Christopher Penn 0:15
In this episode, let’s talk about brand voice.
At a recent event Content Marketing World, I listened to Ann Handley present her talk about brand voice and was a really good talk a lot of fun talking about how brand voice can can differentiate you.
But I, it occurred to me and as I was listening to the talk, as I was listening to her to go through some of these examples.
I’m not sure that brand voice exists.
Well, let me rephrase it, I’m not sure that brand voice exists as a coherent entity most of the time.
And here’s why.
When we talk about a voice, we’re talking about something like you and I, right now, right, I’m speaking to you in my literal voice.
And I’m using words and grammatical structures and vocabulary that are unique to me, right, that are part and parcel of how I grew up how I was educated, and ultimately how I choose to present myself.
And a brand voice is, in theory, the aggregate voice of a brand, right? It’s the aggregate voice of the people who run that brand, the people who are in marketing the people who are stakeholders and executives, and how they want that thing to sound.

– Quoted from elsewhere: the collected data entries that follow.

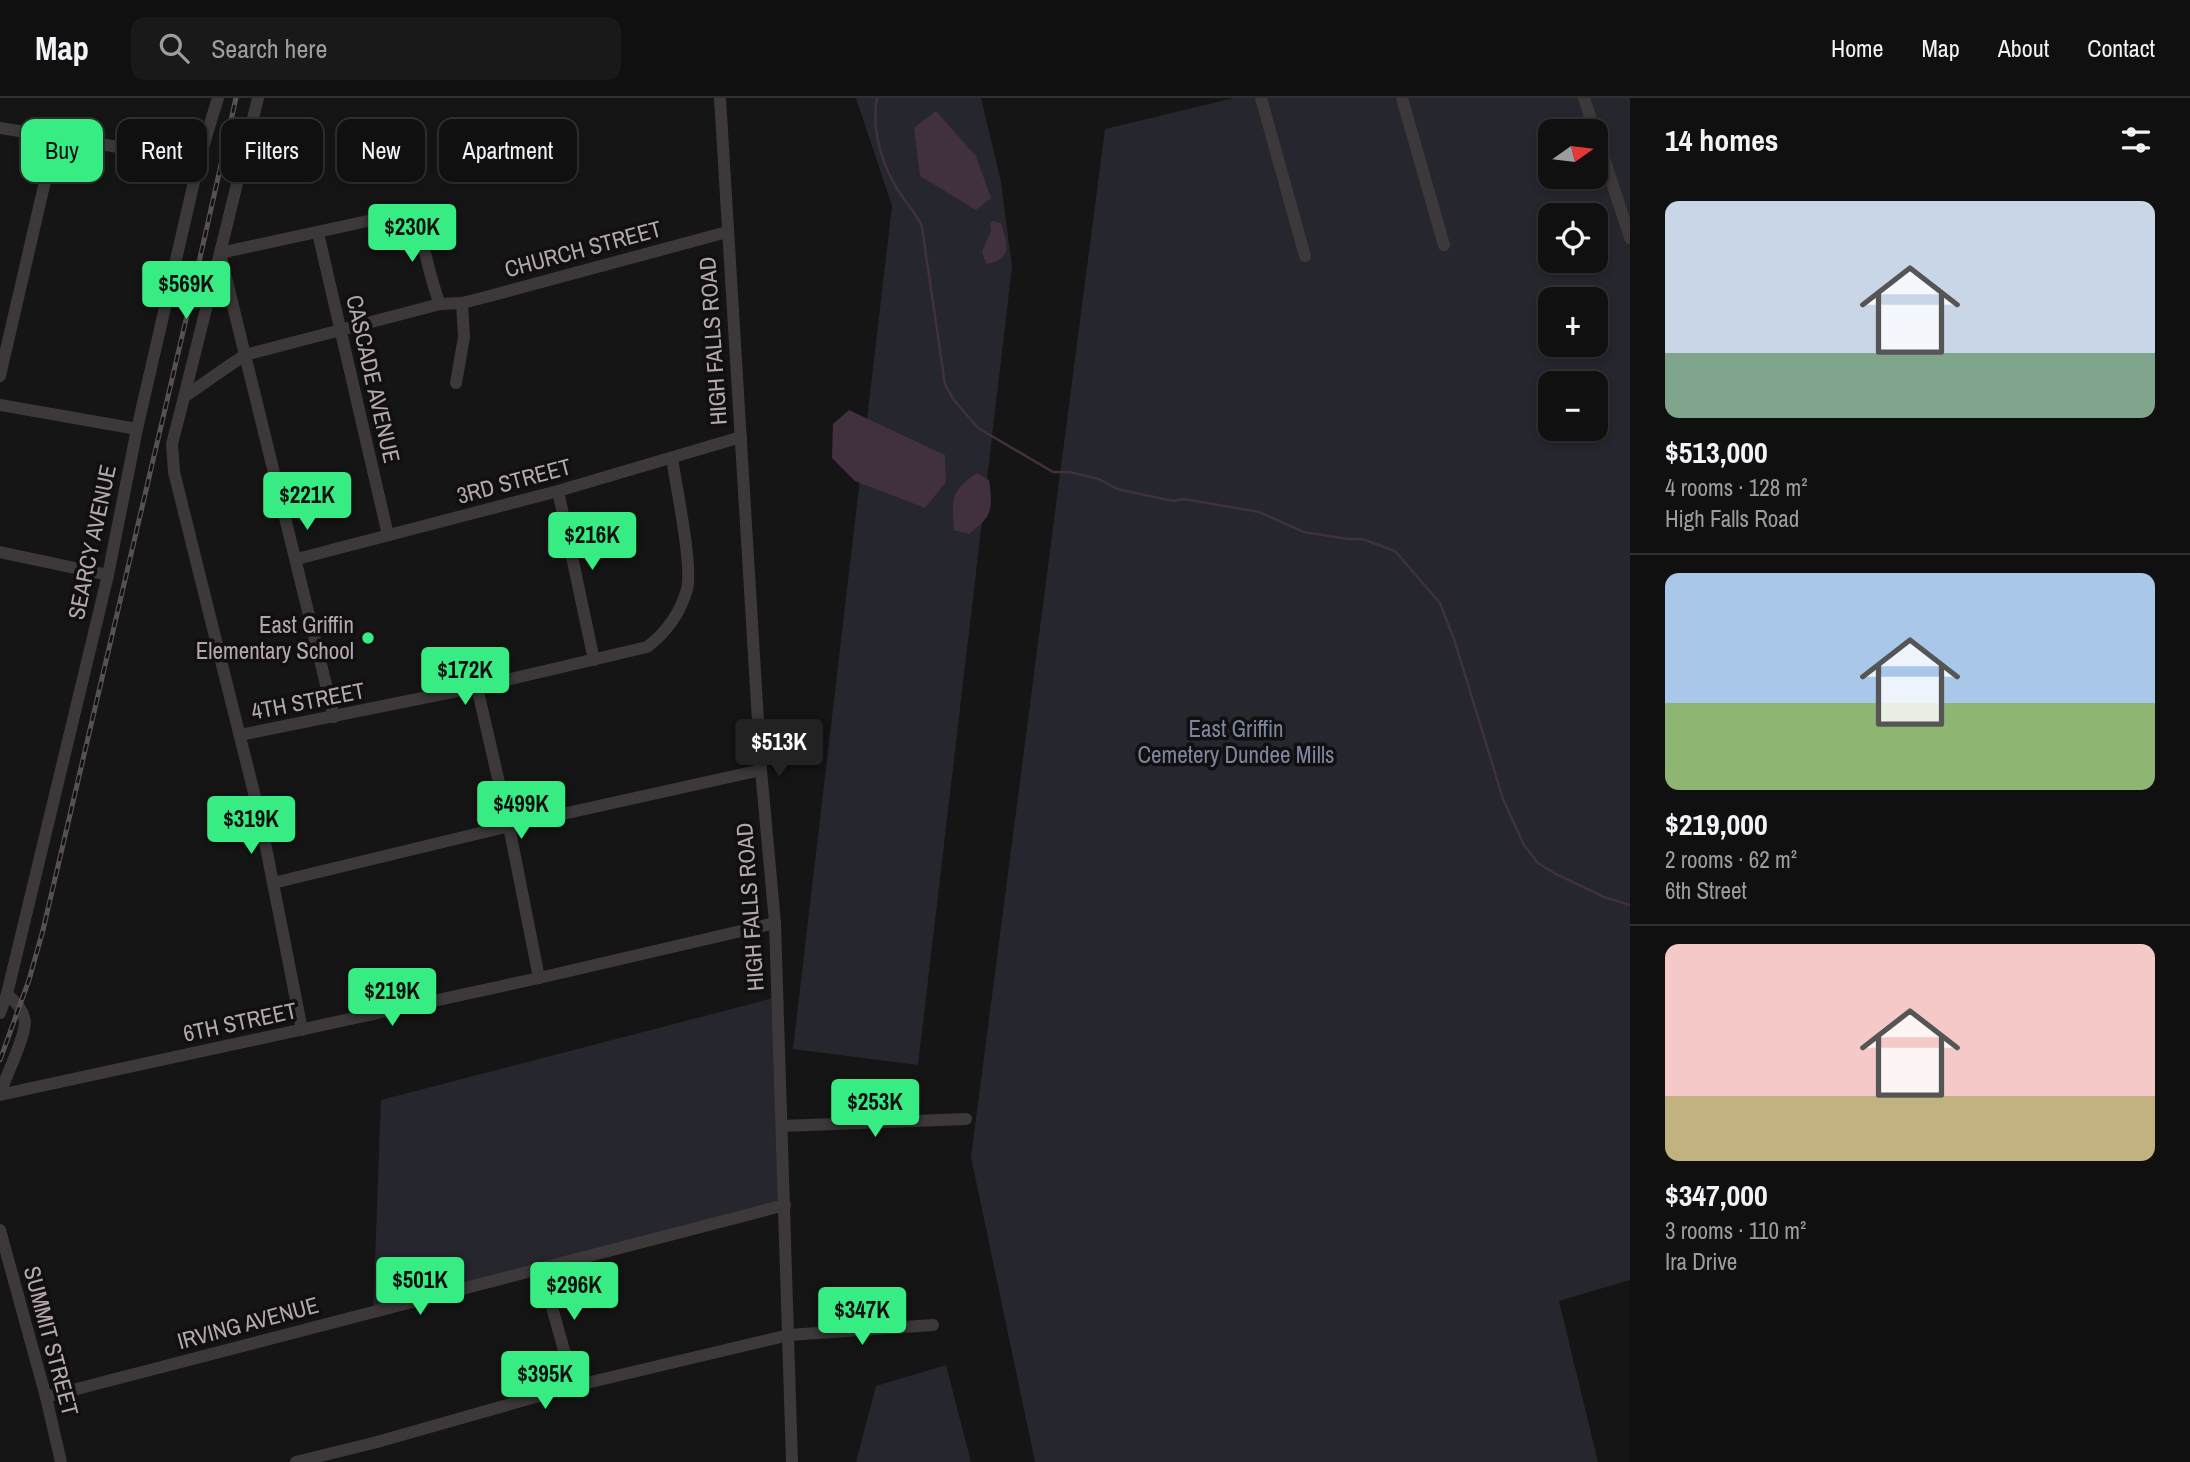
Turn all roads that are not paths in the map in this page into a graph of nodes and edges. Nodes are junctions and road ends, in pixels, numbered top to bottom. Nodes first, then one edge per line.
1 (218, 98) edge
2 (258, 98) edge
3 (720, 98) edge
4 (1261, 98) edge
5 (1402, 98) edge
6 (1584, 98) edge
7 (1591, 119) edge
8 (0, 128) edge
9 (21, 132) edge
10 (207, 134) edge
11 (1608, 169) edge
12 (45, 182) edge
13 (194, 182) edge
14 (727, 232) junction
15 (318, 233) junction
16 (1630, 238) edge
17 (1444, 246) dead end
18 (220, 253) junction
19 (1305, 256) dead end
20 (462, 303) junction
21 (440, 304) junction
22 (339, 330) junction
23 (245, 355) junction
24 (0, 376) edge
25 (456, 383) dead end
26 (184, 397) junction
27 (0, 405) edge
28 (137, 429) junction
29 (741, 438) junction
30 (671, 458) junction
31 (558, 491) junction
32 (388, 535) junction
33 (0, 552) edge
34 (297, 559) junction
35 (108, 575) junction
36 (594, 660) junction
37 (477, 688) junction
38 (334, 718) junction
39 (240, 735) junction
40 (761, 770) junction
41 (509, 826) junction
42 (273, 883) junction
43 (775, 923) junction
44 (539, 978) junction
45 (7, 994) junction
46 (0, 1013) edge
47 (302, 1030) junction
48 (0, 1094) edge
49 (966, 1119) dead end
50 (782, 1126) junction
51 (785, 1205) junction
52 (0, 1230) edge
53 (541, 1268) junction
54 (933, 1325) dead end
55 (789, 1335) junction
56 (574, 1386) junction
57 (46, 1397) junction
58 (61, 1462) edge
59 (296, 1462) edge
60 (792, 1462) edge

1 - 10 street, SEARCY AVENUE
2 - 18 street
3 - 14 street, HIGH FALLS ROAD
4 - 19 street
5 - 17 street
6 - 7 street
8 - 9 street
11 - 16 street
12 - 24 street
13 - 28 street, SEARCY AVENUE
14 - 20 street, CHURCH STREET
14 - 29 street, HIGH FALLS ROAD
15 - 18 street
15 - 21 street
15 - 22 street, CASCADE AVENUE
18 - 23 street
18 - 26 street
20 - 21 street, CHURCH STREET
20 - 25 street
21 - 22 street, CHURCH STREET
22 - 23 street, CHURCH STREET
22 - 32 street, CASCADE AVENUE
23 - 26 street, CHURCH STREET
23 - 34 street
26 - 39 street
27 - 28 street
28 - 35 street, SEARCY AVENUE
29 - 30 street, 3RD STREET
29 - 40 street, HIGH FALLS ROAD
30 - 31 street, 3RD STREET
30 - 36 street, 4TH STREET
31 - 32 street, 3RD STREET
31 - 36 street
32 - 34 street, 3RD STREET
33 - 35 street
34 - 38 street
35 - 45 street, SEARCY AVENUE
36 - 37 street, 4TH STREET
37 - 38 street, 4TH STREET
37 - 41 street
38 - 39 street, 4TH STREET
39 - 42 street
40 - 41 street
40 - 43 street, HIGH FALLS ROAD
41 - 42 street
41 - 44 street
42 - 47 street
43 - 44 street, 6TH STREET
43 - 50 street, HIGH FALLS ROAD
44 - 47 street, 6TH STREET
45 - 46 street, SEARCY AVENUE
45 - 48 street
47 - 48 street, 6TH STREET
49 - 50 street
50 - 51 street, HIGH FALLS ROAD
51 - 53 street, IRVING AVENUE
51 - 55 street, HIGH FALLS ROAD
52 - 57 street, SUMMIT STREET
53 - 56 street
53 - 57 street, IRVING AVENUE
54 - 55 street
55 - 56 street
55 - 60 street, HIGH FALLS ROAD
56 - 59 street
57 - 58 street, SUMMIT STREET

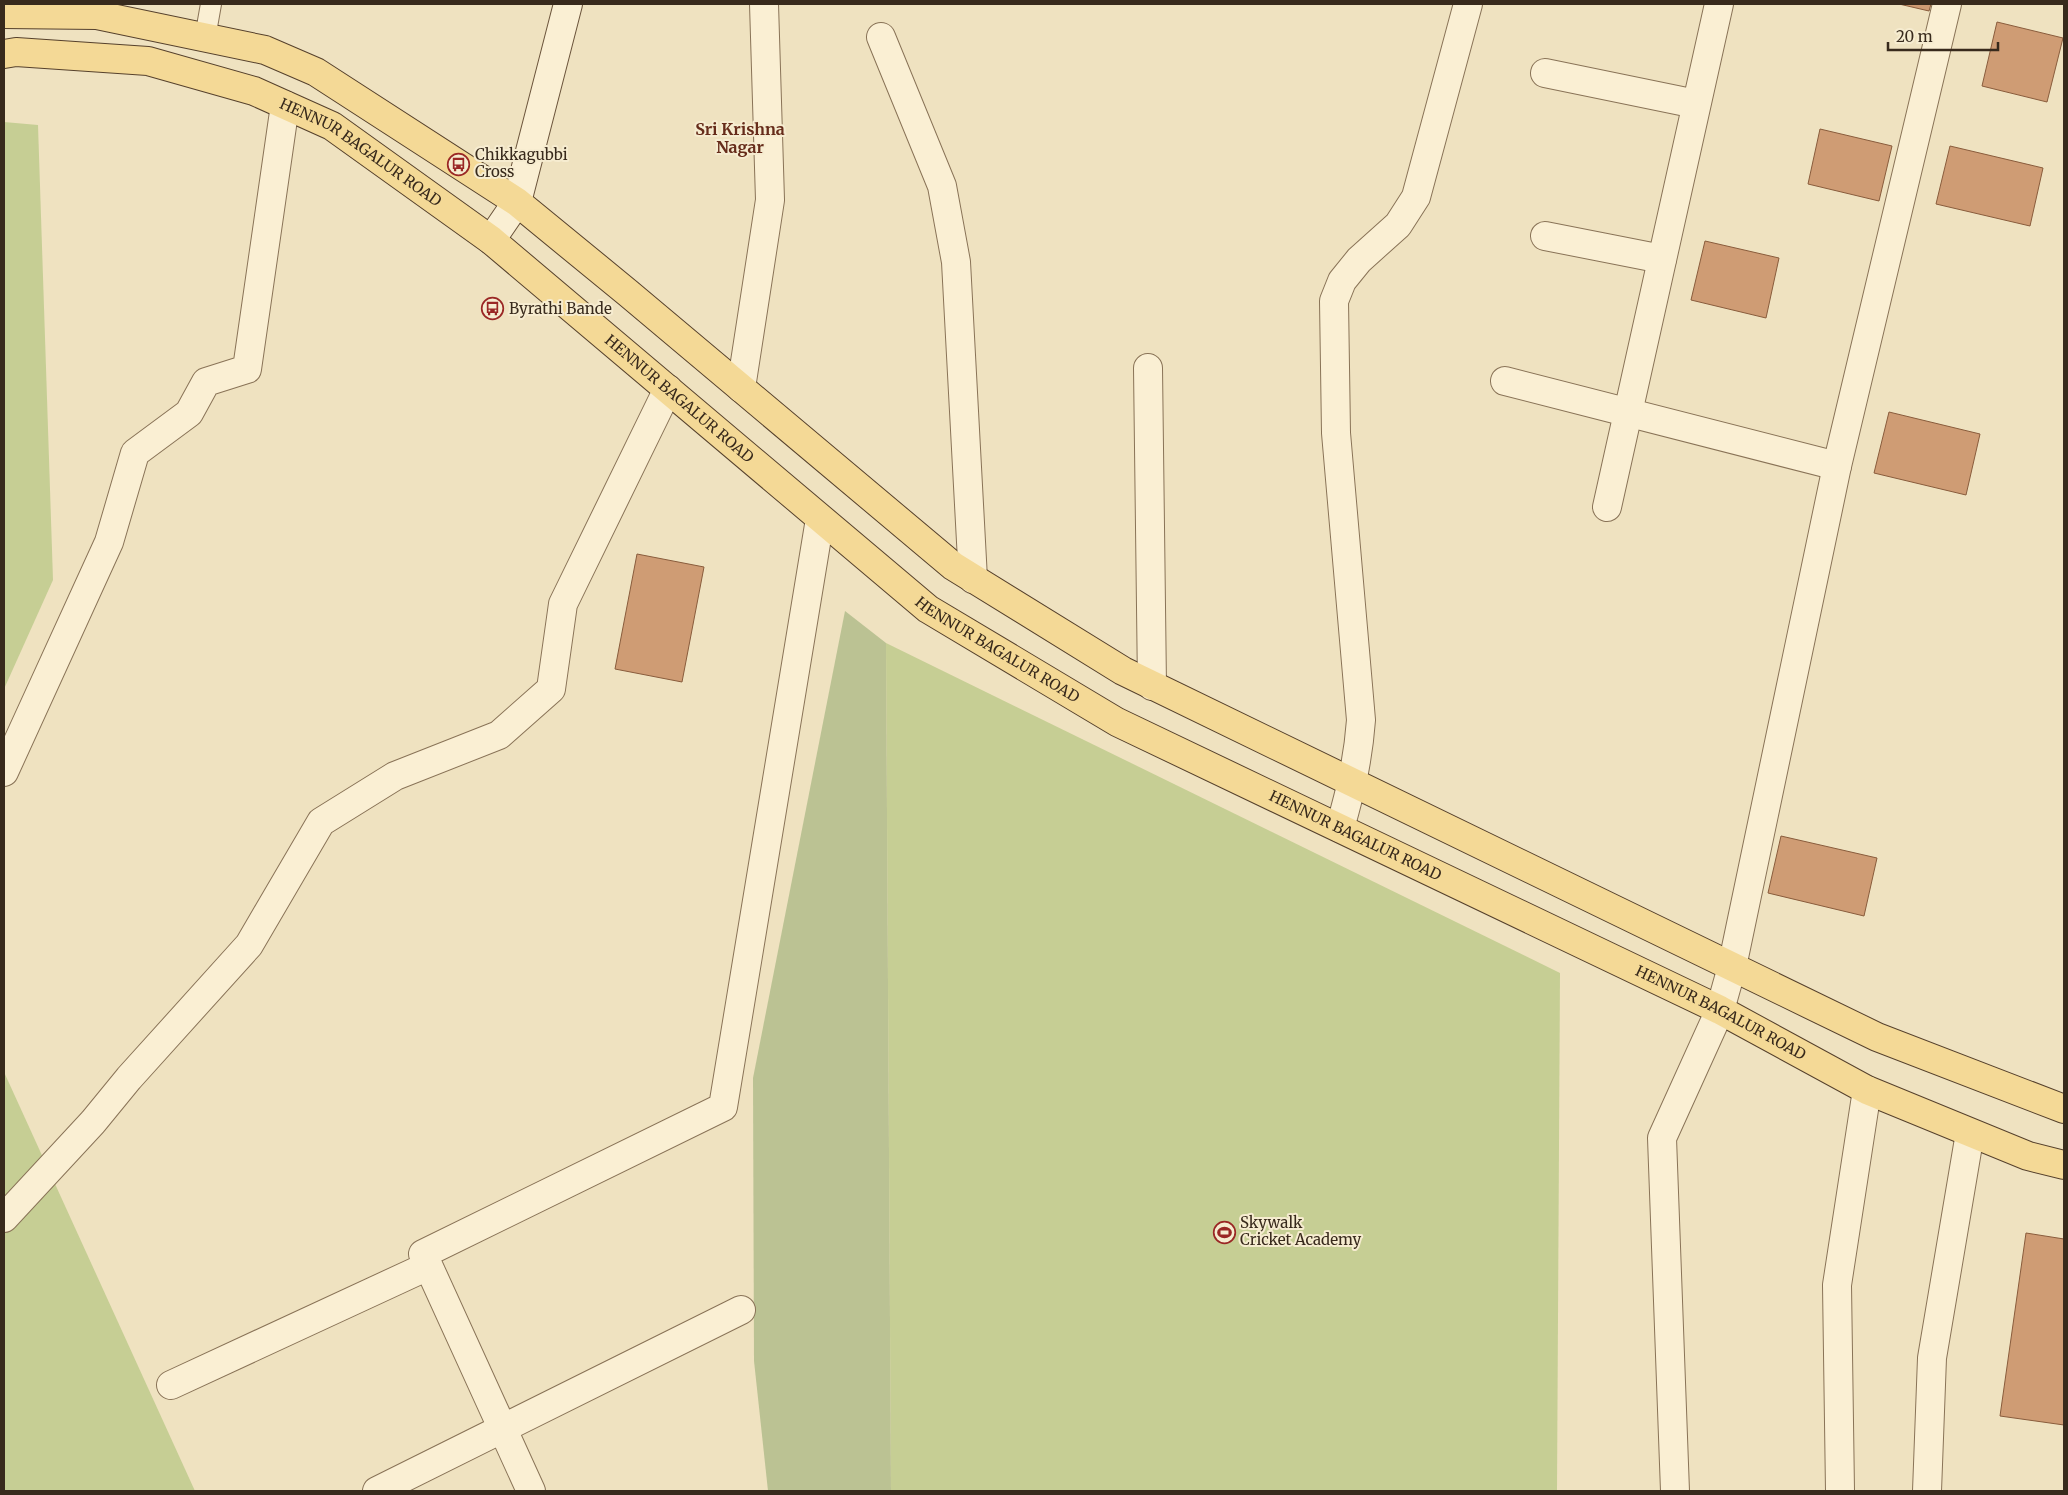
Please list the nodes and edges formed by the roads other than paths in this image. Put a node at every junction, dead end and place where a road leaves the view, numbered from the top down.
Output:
1 (211, 4) edge
2 (568, 4) edge
3 (764, 4) edge
4 (1468, 4) edge
5 (1719, 4) edge
6 (1947, 4) edge
7 (4, 14) edge
8 (881, 37) dead end
9 (205, 38) junction
10 (265, 50) junction
11 (4, 54) edge
12 (1545, 73) dead end
13 (254, 91) junction
14 (1696, 104) junction
15 (285, 105) junction
16 (517, 202) junction
17 (1545, 236) dead end
18 (491, 240) junction
19 (1662, 258) junction
20 (1148, 368) dead end
21 (1505, 381) dead end
22 (741, 388) junction
23 (668, 389) junction
24 (1627, 412) junction
25 (1837, 466) junction
26 (1607, 507) dead end
27 (820, 519) junction
28 (973, 579) junction
29 (1152, 686) junction
30 (4, 772) edge
31 (1353, 783) junction
32 (1340, 828) junction
33 (1732, 968) junction
34 (1720, 1010) junction
35 (1867, 1090) junction
36 (2064, 1109) edge
37 (1970, 1133) junction
38 (2064, 1165) edge
39 (4, 1218) edge
40 (428, 1266) junction
41 (741, 1310) dead end
42 (171, 1385) dead end
43 (503, 1429) junction
44 (377, 1491) edge
45 (531, 1491) edge
46 (1675, 1491) edge
47 (1840, 1491) edge
48 (1927, 1491) edge

1 - 9 lane
2 - 16 street
3 - 22 street
4 - 31 street
5 - 14 street
6 - 25 street
7 - 9 main road
8 - 28 street
9 - 10 main road
10 - 13 main road
10 - 16 main road
11 - 13 main road, HENNUR BAGALUR ROAD
12 - 14 street
13 - 15 main road, HENNUR BAGALUR ROAD
14 - 19 street
15 - 18 main road, HENNUR BAGALUR ROAD
15 - 30 street
16 - 18 street
16 - 22 main road
17 - 19 street
18 - 23 main road, HENNUR BAGALUR ROAD
19 - 24 street
20 - 29 street
21 - 24 street
22 - 28 main road
23 - 27 main road, HENNUR BAGALUR ROAD
23 - 39 street
24 - 25 street
24 - 26 street
25 - 33 street
27 - 32 main road, HENNUR BAGALUR ROAD
27 - 40 street
28 - 29 main road
29 - 31 main road
31 - 32 street
31 - 33 main road
32 - 34 main road, HENNUR BAGALUR ROAD
33 - 34 street
33 - 36 main road
34 - 35 main road, HENNUR BAGALUR ROAD
34 - 46 street
35 - 37 main road, HENNUR BAGALUR ROAD
35 - 47 street
37 - 38 main road, HENNUR BAGALUR ROAD
37 - 48 street
40 - 42 street
40 - 43 street
41 - 43 street
43 - 44 street
43 - 45 street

You can imagine that, and this is why most corporate brand voices are awful, you know, anything by committee is generally going to create less distinct results than anything done by an individual.
They may, you know, what an individual may create maybe better or worse, you know, higher or lower quality, but it’s distinct to that individual, when you start synthesizing voices together, blending people’s voices together, you’re gonna get sort of a watered down sounding voice, you’re gonna get a watered down point of view, especially if there are multiple layers of approvals and things like that, where the legal team has to weigh in and stuff.
And so that got me thinking, Is there even such a thing as a brand voice? Or is there a person, or maybe a couple of people who are authorized to speak on behalf of a brand, and follow obviously specific guidelines and restrictions, but essentially, are proxies for that brand’s voice? For example, when we look at an example from our talk about the people who write the captions for Stranger Things on Netflix, at the end of the day, that’s one person and actually highlights this person in her talk.
That’s one person’s voice that is working on behalf of the brand.
But it is not a brand voice.
If you polled 50 People at Netflix, you know, we’re working even on that production, that those are probably not the words that they would have chosen.
If you think about your own company, how does your company decide how to sound? Right? This is something that, for example, Katie, and I Trust Insights, as the CO owners, we have very different voices, right? And so when you look at the content that we create, for Trust Insights is relatively straightforward to figure out who wrote what, right you can read a piece of text and go okay, that was definitely written by Katie, or that was definitely written by Chris.
And there isn’t a voice that we have that is a an amalgamation of the two of us, because we’re just such different people.
And we’re the owners, right? So we are the stakeholders.
Now imagine a marketing team in place, a PR team in place trying to pitch this thing out and communicate into the world.
I, I’m not sure that there would be a brand voice that would be as effective as a person’s voice.
Now, can you have agreed upon standards? Absolutely.
You can say yeah, there’s a style guide or these you know, there’s certain things we do or don’t do.
And maybe you do use profanity, maybe you don’t use profanity, maybe you reference pop culture, maybe you don’t, but at least when we think about the voice of a brand, unless you’re the Borg right and hear your voices.
No resistance is futile.
You will be assimilated.
I don’t know how valuable it is to try and and create one as opposed to finding the people within your organization who have the
Christopher Penn 4:56
voice that you’re looking for.
People who can write, and speak and create content in a way that you think reflects well on the brand.
And letting that team do their work, right, letting people create stuff.
Obviously helping them collaborate, obviously helping them communicate.
Obviously making sure everyone is on the same page about what’s going on and what you should be doing.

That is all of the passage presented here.